Why is cos^-1 used in the first example but not the second?

[PhyiscsisNeat]

Mentor note: Thread moved from a homework section.
I don't know if this is the right forum, but this isn't really a homework question that I have to solve, I am just trying to get better with vectors/trig and I looked at this for basic examples. I am okay with finding x and y components, but I am unsure why the woman in the video used cos^-1 in the first example to find an angle but not in the second. She breaks the second example down into one nice and neat right triangle and has all the values for all three sides in meters but doesn't use cos^-1 in the second example as she did in the first, despite having all values for each side? Can anyone clarify for me?

 

[PeroK]

She ends up with $\cos \theta$ in the second example as well. Then she says what this makes $\theta$. I guess she didn't mention taking $\cos^{-1}$ explicitly because she assumed you'd know that that is how to get from $\cos \theta$ to $\theta$, as she showed you in the first example.

 

[PhyiscsisNeat]

She ends up with $\cos \theta$ in the second example as well. Then she says what this makes $\theta$. I guess she didn't mention taking $\cos^{-1}$ explicitly because she assumed you'd know that that is how to get from $\cos \theta$ to $\theta$, as she showed you in the first example.

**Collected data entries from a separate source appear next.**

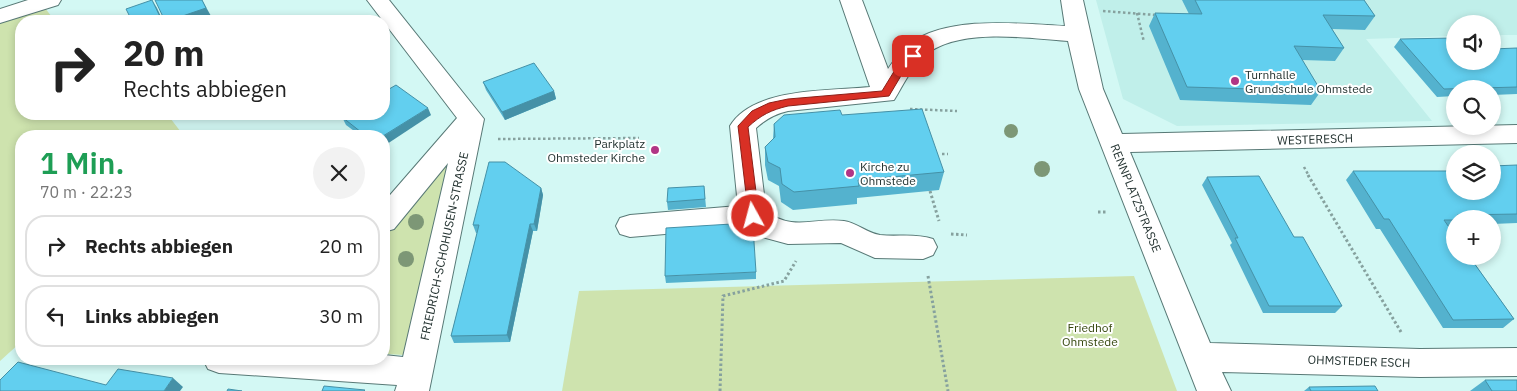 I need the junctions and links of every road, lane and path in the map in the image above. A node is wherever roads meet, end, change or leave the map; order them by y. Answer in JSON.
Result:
{"nodes":[{"id":1,"x":50,"y":0,"type":"edge"},
{"id":2,"x":378,"y":0,"type":"edge"},
{"id":3,"x":851,"y":0,"type":"edge"},
{"id":4,"x":1072,"y":4,"type":"edge"},
{"id":5,"x":1136,"y":13,"type":"junction"},
{"id":6,"x":389,"y":15,"type":"edge"},
{"id":7,"x":1162,"y":15,"type":"edge"},
{"id":8,"x":0,"y":16,"type":"edge"},
{"id":9,"x":390,"y":17,"type":"edge"},
{"id":10,"x":1078,"y":34,"type":"junction"},
{"id":11,"x":1144,"y":42,"type":"dead end"},
{"id":12,"x":885,"y":94,"type":"junction"},
{"id":13,"x":956,"y":111,"type":"dead end"},
{"id":14,"x":469,"y":129,"type":"junction"},
{"id":15,"x":1517,"y":134,"type":"edge"},
{"id":16,"x":640,"y":138,"type":"dead end"},
{"id":17,"x":1289,"y":140,"type":"junction"},
{"id":18,"x":1113,"y":143,"type":"junction"},
{"id":19,"x":942,"y":154,"type":"dead end"},
{"id":20,"x":948,"y":154,"type":"dead end"},
{"id":21,"x":930,"y":191,"type":"edge"},
{"id":22,"x":390,"y":215,"type":"edge"},
{"id":23,"x":753,"y":216,"type":"junction"},
{"id":24,"x":941,"y":225,"type":"dead end"},
{"id":25,"x":630,"y":226,"type":"dead end"},
{"id":26,"x":923,"y":247,"type":"dead end"},
{"id":27,"x":928,"y":274,"type":"dead end"},
{"id":28,"x":784,"y":281,"type":"dead end"},
{"id":29,"x":1201,"y":357,"type":"junction"},
{"id":30,"x":1517,"y":362,"type":"edge"},
{"id":31,"x":1420,"y":363,"type":"junction"},
{"id":32,"x":293,"y":365,"type":"edge"},
{"id":33,"x":414,"y":382,"type":"edge"},
{"id":34,"x":720,"y":391,"type":"edge"},
{"id":35,"x":948,"y":391,"type":"edge"},
{"id":36,"x":1214,"y":391,"type":"edge"}],
"edges":[{"from":1,"to":8,"type":"street"},
{"from":2,"to":6,"type":"street"},
{"from":3,"to":12,"type":"street"},
{"from":4,"to":5,"type":"path"},
{"from":4,"to":10,"type":"street","name":"RENNPLATZSTRASSE"},
{"from":5,"to":7,"type":"path"},
{"from":5,"to":11,"type":"path"},
{"from":9,"to":14,"type":"street"},
{"from":10,"to":12,"type":"street"},
{"from":10,"to":18,"type":"street","name":"RENNPLATZSTRASSE"},
{"from":12,"to":13,"type":"path"},
{"from":12,"to":23,"type":"street"},
{"from":14,"to":16,"type":"path"},
{"from":14,"to":22,"type":"street","name":"FRIEDRICH-SCHOHUSEN-STRASSE"},
{"from":14,"to":33,"type":"street","name":"FRIEDRICH-SCHOHUSEN-STRASSE"},
{"from":15,"to":17,"type":"street","name":"WESTERESCH"},
{"from":17,"to":18,"type":"street","name":"WESTERESCH"},
{"from":17,"to":31,"type":"path"},
{"from":18,"to":29,"type":"street","name":"RENNPLATZSTRASSE"},
{"from":19,"to":20,"type":"path"},
{"from":21,"to":24,"type":"path"},
{"from":23,"to":25,"type":"street"},
{"from":23,"to":26,"type":"street"},
{"from":27,"to":35,"type":"path"},
{"from":28,"to":34,"type":"path"},
{"from":29,"to":31,"type":"street","name":"OHMSTEDER ESCH"},
{"from":29,"to":36,"type":"street","name":"RENNPLATZSTRASSE"},
{"from":30,"to":31,"type":"street","name":"OHMSTEDER ESCH"},
{"from":32,"to":33,"type":"street","name":"FRIEDRICH-SCHOHUSEN-STRASSE"}]}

I have no idea what you just said and I would very much like to understand why she uses cos^-1 in the first and cos in the second

 

[PeroK]

I have no idea what you just said and I would very much like to understand why she uses cos^-1 in the first and cos in the second

In both cases she has $\cos \theta =$ something.

In the first example, she says $\theta = cos^{-1}$ of that something and does the calculation

In the second example, she simply misses out that statement and tells you what she calculated $\theta$ to be. She assumed that you could work out for yourself that to go from $\cos \theta$ to $\theta$ you use $\cos^{-1}$. She doesn't have to tell you every time!

In other words, you are not going to be told every step in every calculation every time.

 

[PhyiscsisNeat]

In both cases she has $\cos \theta =$ something.

In the first example, she says $\theta = cos^{-1}$ of that something and does the calculation

In the second example, she simply misses out that statement and tells you what she calculated $\theta$ to be. She assumed that you could work out for yourself that to go from $\cos \theta$ to $\theta$ you use $\cos^{-1}$. She doesn't have to tell you every time!

In other words, you are not going to be told every step in every calculation every time.

Thanks. So she used cos^-1 the second time as well but just didn't show it?? I googled when to use inverse trig functions and found:

"Inverse Sine, Cosine and Tangent. The inverse trigonometric functions (sin-1, cos-1, and tan-1) allow you to find the measure of an angle in a right triangle. All that you need to know are any two sides as well as how to use SOHCAHTOA."

I'm about to start the second part of an algebraic physics course/simple mechanics class and vectors have been confusing me but I think this helps a lot (if I'm reading it correctly). I can solve the word problems with algebra all day until I pass out, but throw vectors in there and I'm confused. I know how important vectors are so I hope I have figured it out. Thank you for the replies.